### BRIEF
Starting at the top of the records, output every line through the one that contains "Annotation task. Transcribe", keeping each exactly as it appears.
★ ★ ★ ★ ★
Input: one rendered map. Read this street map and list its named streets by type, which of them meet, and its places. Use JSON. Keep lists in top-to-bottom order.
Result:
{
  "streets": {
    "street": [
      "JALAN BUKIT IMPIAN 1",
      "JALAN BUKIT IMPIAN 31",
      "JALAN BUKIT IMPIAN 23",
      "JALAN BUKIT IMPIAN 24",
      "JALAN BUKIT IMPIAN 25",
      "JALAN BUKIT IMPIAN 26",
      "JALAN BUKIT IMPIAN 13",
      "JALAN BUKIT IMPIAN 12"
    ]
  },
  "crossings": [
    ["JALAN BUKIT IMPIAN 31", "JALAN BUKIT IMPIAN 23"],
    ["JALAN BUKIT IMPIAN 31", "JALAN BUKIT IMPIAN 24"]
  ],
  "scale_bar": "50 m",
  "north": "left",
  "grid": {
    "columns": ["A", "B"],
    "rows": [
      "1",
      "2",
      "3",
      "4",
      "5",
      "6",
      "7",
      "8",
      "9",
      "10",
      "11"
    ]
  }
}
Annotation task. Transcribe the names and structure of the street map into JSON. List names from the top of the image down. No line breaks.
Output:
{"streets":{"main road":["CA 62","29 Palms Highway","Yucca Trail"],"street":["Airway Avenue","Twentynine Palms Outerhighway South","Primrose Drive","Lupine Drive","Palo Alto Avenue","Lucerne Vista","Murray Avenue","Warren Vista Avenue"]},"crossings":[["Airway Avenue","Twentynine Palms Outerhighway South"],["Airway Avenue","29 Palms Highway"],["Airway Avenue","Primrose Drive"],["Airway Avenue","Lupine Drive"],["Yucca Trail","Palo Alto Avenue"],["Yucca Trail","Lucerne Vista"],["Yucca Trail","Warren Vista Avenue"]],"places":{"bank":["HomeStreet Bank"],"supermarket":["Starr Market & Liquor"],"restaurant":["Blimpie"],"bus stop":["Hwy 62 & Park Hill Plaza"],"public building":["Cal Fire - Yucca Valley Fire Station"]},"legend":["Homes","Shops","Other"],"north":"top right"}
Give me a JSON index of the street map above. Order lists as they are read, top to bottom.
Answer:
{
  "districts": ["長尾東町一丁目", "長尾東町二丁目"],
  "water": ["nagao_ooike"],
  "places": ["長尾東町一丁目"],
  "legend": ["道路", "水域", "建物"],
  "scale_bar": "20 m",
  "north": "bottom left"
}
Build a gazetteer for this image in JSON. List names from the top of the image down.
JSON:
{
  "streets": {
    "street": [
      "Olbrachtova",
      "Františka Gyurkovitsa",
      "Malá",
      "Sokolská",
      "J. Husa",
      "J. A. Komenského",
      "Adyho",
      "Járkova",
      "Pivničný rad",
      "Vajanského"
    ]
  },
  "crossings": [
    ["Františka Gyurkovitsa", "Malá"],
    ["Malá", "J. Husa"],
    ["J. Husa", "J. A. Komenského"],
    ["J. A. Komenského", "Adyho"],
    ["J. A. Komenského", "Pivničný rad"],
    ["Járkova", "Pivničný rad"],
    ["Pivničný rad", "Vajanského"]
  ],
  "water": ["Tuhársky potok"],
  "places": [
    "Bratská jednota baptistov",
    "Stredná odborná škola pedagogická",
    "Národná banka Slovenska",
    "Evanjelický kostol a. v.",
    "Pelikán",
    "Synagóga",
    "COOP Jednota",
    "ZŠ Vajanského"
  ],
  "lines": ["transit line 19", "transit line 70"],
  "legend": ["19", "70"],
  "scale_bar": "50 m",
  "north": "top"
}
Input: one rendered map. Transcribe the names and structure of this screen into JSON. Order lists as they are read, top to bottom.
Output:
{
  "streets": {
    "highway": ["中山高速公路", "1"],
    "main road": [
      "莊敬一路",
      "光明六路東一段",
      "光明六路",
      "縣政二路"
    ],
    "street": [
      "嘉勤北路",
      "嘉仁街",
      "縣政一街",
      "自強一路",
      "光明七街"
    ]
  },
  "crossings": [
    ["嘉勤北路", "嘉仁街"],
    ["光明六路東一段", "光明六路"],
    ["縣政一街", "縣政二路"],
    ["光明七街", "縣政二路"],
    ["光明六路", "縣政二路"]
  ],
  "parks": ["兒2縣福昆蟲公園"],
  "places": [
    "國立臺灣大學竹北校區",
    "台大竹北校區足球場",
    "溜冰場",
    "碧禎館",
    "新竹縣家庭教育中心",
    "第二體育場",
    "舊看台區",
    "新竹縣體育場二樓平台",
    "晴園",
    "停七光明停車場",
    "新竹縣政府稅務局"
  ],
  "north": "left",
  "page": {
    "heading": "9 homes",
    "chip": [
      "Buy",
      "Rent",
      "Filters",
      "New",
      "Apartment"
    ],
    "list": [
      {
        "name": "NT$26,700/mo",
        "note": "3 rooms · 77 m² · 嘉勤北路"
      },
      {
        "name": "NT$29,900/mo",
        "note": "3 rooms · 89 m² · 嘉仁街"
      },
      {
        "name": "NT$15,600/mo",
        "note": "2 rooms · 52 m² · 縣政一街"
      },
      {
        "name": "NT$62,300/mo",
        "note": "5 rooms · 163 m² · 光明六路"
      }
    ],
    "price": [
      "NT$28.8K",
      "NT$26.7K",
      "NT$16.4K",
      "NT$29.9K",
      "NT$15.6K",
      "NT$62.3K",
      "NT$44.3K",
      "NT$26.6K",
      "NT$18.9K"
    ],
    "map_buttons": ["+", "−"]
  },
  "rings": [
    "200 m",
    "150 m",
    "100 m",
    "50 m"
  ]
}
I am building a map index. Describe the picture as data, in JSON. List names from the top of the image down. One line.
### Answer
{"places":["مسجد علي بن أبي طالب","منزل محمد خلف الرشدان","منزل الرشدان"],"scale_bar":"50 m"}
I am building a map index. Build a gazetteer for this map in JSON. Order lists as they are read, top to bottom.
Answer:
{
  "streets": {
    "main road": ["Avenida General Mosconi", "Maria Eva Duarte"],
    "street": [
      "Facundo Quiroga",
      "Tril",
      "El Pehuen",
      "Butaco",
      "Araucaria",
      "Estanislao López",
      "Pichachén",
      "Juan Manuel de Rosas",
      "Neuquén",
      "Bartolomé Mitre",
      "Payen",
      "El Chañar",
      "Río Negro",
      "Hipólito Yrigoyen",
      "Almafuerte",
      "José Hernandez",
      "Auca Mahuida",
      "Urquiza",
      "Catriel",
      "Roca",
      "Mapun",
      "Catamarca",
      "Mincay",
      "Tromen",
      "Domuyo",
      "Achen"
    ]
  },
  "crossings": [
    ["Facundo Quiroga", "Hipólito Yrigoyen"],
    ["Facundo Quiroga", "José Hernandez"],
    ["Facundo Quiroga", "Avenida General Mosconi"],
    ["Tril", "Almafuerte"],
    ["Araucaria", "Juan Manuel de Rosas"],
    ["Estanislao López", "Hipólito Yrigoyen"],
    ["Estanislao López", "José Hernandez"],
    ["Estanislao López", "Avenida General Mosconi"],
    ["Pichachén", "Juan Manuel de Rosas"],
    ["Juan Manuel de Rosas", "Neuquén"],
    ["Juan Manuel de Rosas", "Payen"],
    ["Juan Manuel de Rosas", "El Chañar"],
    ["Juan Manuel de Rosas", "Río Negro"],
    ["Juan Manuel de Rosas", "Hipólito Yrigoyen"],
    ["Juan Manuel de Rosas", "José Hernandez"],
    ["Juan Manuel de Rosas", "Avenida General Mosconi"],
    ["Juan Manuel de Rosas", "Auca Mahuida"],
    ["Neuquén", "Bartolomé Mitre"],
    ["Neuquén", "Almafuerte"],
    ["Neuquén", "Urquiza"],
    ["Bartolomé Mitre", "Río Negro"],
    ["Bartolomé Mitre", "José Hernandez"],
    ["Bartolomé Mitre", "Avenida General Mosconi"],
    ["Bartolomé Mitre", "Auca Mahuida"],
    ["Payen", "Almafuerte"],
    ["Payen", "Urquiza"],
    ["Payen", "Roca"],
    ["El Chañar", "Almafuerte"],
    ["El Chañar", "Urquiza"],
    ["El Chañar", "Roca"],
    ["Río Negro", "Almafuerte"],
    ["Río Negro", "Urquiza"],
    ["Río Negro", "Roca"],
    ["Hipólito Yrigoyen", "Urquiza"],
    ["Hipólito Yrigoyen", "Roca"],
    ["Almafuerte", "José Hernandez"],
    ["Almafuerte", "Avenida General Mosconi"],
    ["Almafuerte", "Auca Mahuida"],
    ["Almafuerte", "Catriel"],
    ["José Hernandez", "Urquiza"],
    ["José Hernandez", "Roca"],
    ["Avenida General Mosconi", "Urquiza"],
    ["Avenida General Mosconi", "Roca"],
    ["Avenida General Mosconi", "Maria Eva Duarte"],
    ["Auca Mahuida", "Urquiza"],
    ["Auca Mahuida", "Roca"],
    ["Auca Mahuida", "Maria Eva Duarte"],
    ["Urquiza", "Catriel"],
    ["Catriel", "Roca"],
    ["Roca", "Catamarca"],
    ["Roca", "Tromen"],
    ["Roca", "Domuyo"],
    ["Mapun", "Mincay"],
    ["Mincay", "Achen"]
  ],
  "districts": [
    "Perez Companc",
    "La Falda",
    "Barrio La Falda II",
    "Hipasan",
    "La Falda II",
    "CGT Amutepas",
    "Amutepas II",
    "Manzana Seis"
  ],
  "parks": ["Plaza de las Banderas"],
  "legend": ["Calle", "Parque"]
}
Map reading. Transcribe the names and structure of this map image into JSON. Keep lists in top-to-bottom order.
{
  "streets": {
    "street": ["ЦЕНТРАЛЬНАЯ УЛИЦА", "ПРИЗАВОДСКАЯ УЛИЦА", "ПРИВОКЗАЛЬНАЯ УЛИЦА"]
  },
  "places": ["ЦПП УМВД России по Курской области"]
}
★ ★ ★ ★ ★
### SOLUTION FOR THIS PROBLEM
Input: one rendered map. Read this street map and list its named streets by type, which of them meet, and its places. Use JSON. Keep lists in top-to-bottom order.
Result:
{
  "streets": {
    "street": [
      "JALAN BUKIT IMPIAN 1",
      "JALAN BUKIT IMPIAN 31",
      "JALAN BUKIT IMPIAN 23",
      "JALAN BUKIT IMPIAN 24",
      "JALAN BUKIT IMPIAN 25",
      "JALAN BUKIT IMPIAN 26",
      "JALAN BUKIT IMPIAN 13",
      "JALAN BUKIT IMPIAN 12"
    ]
  },
  "crossings": [
    ["JALAN BUKIT IMPIAN 31", "JALAN BUKIT IMPIAN 23"],
    ["JALAN BUKIT IMPIAN 31", "JALAN BUKIT IMPIAN 24"]
  ],
  "scale_bar": "50 m",
  "north": "left",
  "grid": {
    "columns": ["A", "B"],
    "rows": [
      "1",
      "2",
      "3",
      "4",
      "5",
      "6",
      "7",
      "8",
      "9",
      "10",
      "11"
    ]
  }
}
Annotation task. Transcribe the names and structure of the street map into JSON. List names from the top of the image down. No line breaks.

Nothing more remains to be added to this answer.